When our libido goes south, there is usually a lot of GUILT for everyone involved: one for not wanting sex, the other for wanting it. GRIEF is easily triggered about loss of beloved body parts, loss of erotic sensation, fears that scars make us unattractive. Grief accompanies the feelings of the loneliness that is cancer, since your partner can’t really understand your suffering. He or she can only watch and love you from outside you. Then there’s FEAR: fear that cancer will never really be behind you, fear of feeling like “damaged goods”, or sexual abandonment: fears that your partner will have an affair (and those fear fantasies seem to always be about someone younger, and stunning, with a perfect body), and perhaps most of all, fears of never being able to feel deep sexual pleasure again. And let’s not forget the ANGER: at yourself for not having very much sexual desire, at your partner or spouse for wanting sex anyway when you’re so tired or have pain or no desire, anger at God, at friends who can’t understand.

Sexual Healing From the Blows of Treatment

  • Navigating sexuality during and after cancer requires a level of intimacy that may be new for both you and your partner. This is true because of the new level of vulnerability that comes from the feelings just mentioned. Unless you learn to talk honestly with each other, painful distance can grow between you that can feel insurmountable.
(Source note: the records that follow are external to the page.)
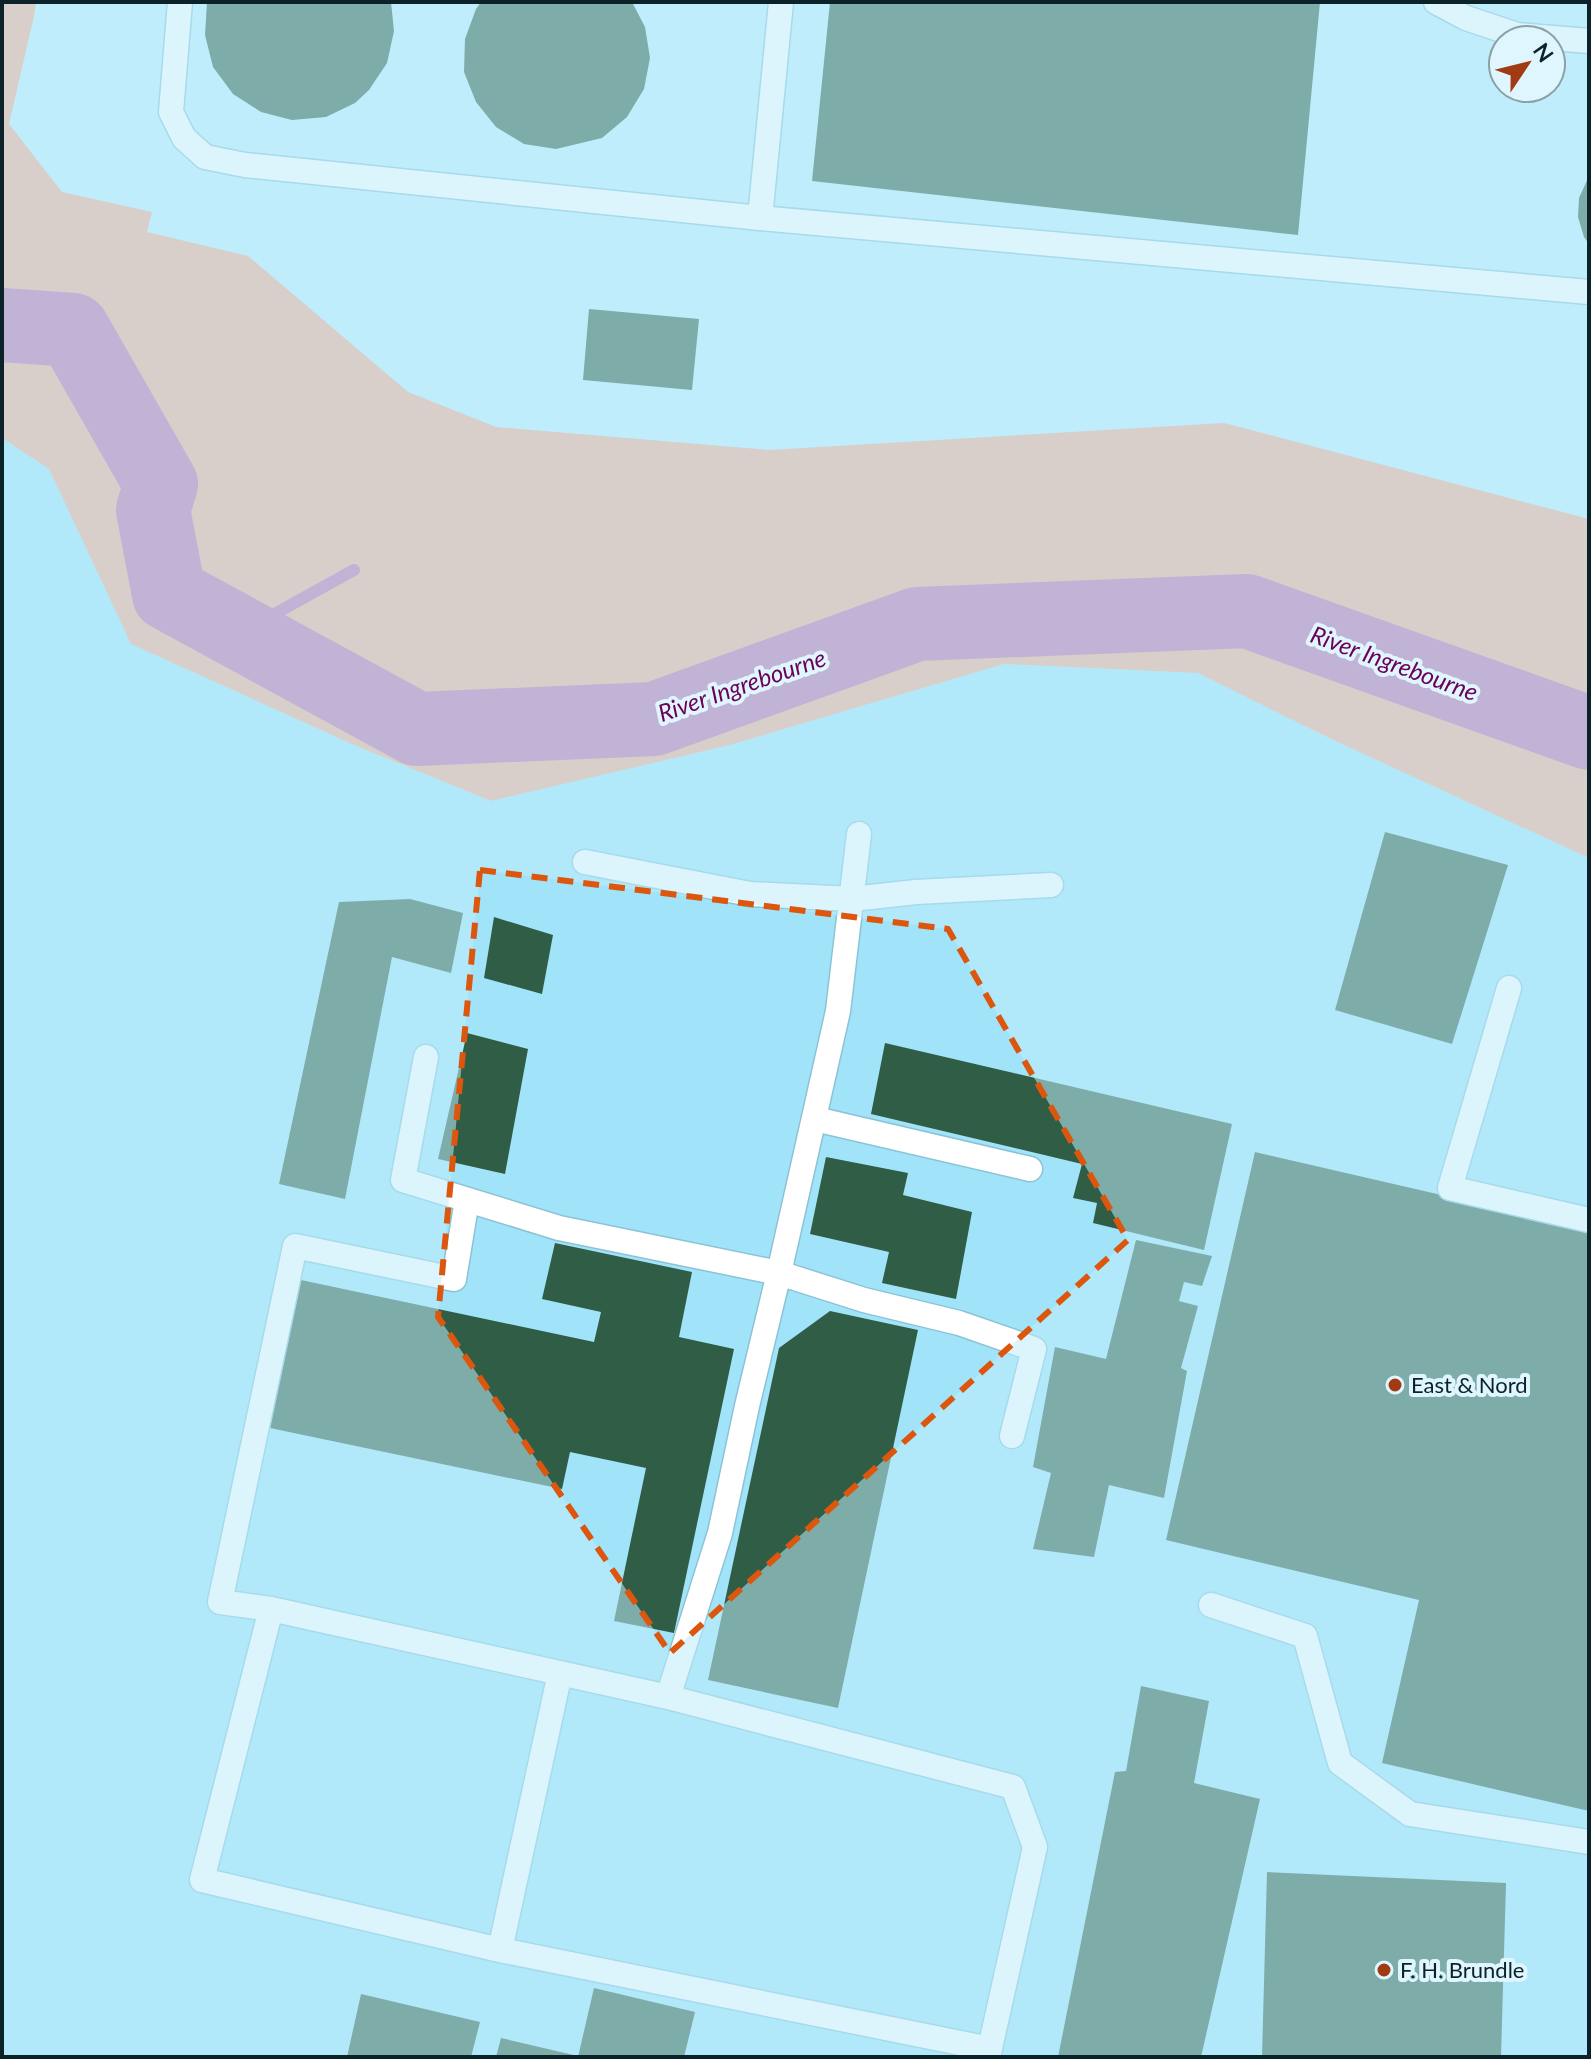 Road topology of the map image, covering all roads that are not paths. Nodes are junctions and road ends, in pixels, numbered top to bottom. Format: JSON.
{"nodes":[{"id":1,"x":180,"y":2,"type":"edge"},
{"id":2,"x":781,"y":2,"type":"edge"},
{"id":3,"x":1436,"y":2,"type":"edge"},
{"id":4,"x":1589,"y":41,"type":"edge"},
{"id":5,"x":760,"y":218,"type":"junction"},
{"id":6,"x":1589,"y":292,"type":"edge"},
{"id":7,"x":859,"y":834,"type":"dead end"},
{"id":8,"x":585,"y":862,"type":"dead end"},
{"id":9,"x":1051,"y":885,"type":"dead end"},
{"id":10,"x":852,"y":899,"type":"junction"},
{"id":11,"x":1509,"y":988,"type":"dead end"},
{"id":12,"x":426,"y":1057,"type":"dead end"},
{"id":13,"x":815,"y":1119,"type":"junction"},
{"id":14,"x":1030,"y":1169,"type":"dead end"},
{"id":15,"x":467,"y":1200,"type":"junction"},
{"id":16,"x":1589,"y":1220,"type":"edge"},
{"id":17,"x":779,"y":1273,"type":"junction"},
{"id":18,"x":1012,"y":1436,"type":"dead end"},
{"id":19,"x":1211,"y":1605,"type":"dead end"},
{"id":20,"x":271,"y":1609,"type":"junction"},
{"id":21,"x":560,"y":1673,"type":"junction"},
{"id":22,"x":668,"y":1697,"type":"junction"},
{"id":23,"x":1589,"y":1842,"type":"edge"},
{"id":24,"x":500,"y":1950,"type":"junction"},
{"id":25,"x":989,"y":2053,"type":"edge"}],
"edges":[{"from":1,"to":5,"type":"lane"},
{"from":2,"to":5,"type":"lane"},
{"from":3,"to":4,"type":"lane"},
{"from":5,"to":6,"type":"lane"},
{"from":7,"to":10,"type":"lane"},
{"from":8,"to":10,"type":"lane"},
{"from":9,"to":10,"type":"lane"},
{"from":10,"to":13,"type":"lane"},
{"from":11,"to":16,"type":"lane"},
{"from":12,"to":15,"type":"lane"},
{"from":13,"to":14,"type":"lane"},
{"from":13,"to":17,"type":"lane"},
{"from":15,"to":17,"type":"lane"},
{"from":15,"to":20,"type":"lane"},
{"from":17,"to":18,"type":"lane"},
{"from":17,"to":22,"type":"lane"},
{"from":19,"to":23,"type":"lane"},
{"from":20,"to":21,"type":"lane"},
{"from":20,"to":24,"type":"lane"},
{"from":21,"to":22,"type":"lane"},
{"from":21,"to":24,"type":"lane"},
{"from":22,"to":25,"type":"lane"},
{"from":24,"to":25,"type":"lane"}]}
If you find it too difficult to talk on your own, please get some counseling with a therapist who specializes in treating couples (an EFT therapist would be especially helpful, I think).
  • Talk together about what intimacy means for you now. Not just sex, but intimacy: coming together in love and compassion, heart to heart. Has it changed since cancer? Have you lost feelings of deep intimacy since cancer? Or have you gained a new closeness with each other?
  • Which of you usually initiates sexual sharing? It might help to give each other notice early in the day that you, or your partner, wants to make love. It will give you time to prepare, in your mind. Letting go of the idea of spontaneous sex really helps some couples. Remember when you first made love with each other? There was nothing spontaneous about it! Remember the lingerie? The candles? How you made it special?
  •  Ask for cuddling, or just to be held. Doing this releases the same bonding chemical, oxytocin, as an orgasm does.
  • Try sex without intercourse. Many couples have reinvented their sex lives during and after cancer to include their own versions of physical intimacy. This can be the most intimate way to love each other that some have ever discovered.
  • Take the pressure off from trying to fix things right away. Healing this vulnerable part of your relationship takes time.
  • Don’t forget sex toys! Many women who have had cancer love their LELO vibrators. Several oncologists I know recommend them. They can truly make sex fun again. It’s a very intimate activity to have your sex partner hold the vibrator for you, getting to know your sexuality in whole new way. Be brave! What have you got to lose? If sex toys and erotica written by and for women are new for you, set the scene at home alone at first:
    • Change the bed sheets, light a candle
    • Relax your body with some nice deep breaths
    • Read some good erotica
    • Play gently with your new vibrator
  • Other resources:
    • Talk with other women who have had cancer about this issue! They may be your greatest resource of all. Ask the counselor at the cancer clinic to hold a one evening support group or gathering to talk about sex and cancer, for just women, or for couples.
    •  “Persistence Is Key to Treating Sexual Pain”, by Jane Brody. New York Times
    •  Check out the American Cancer Society Sexuality and Cancer booklet. They put one out for women and a separate one for men. It is really a good resource.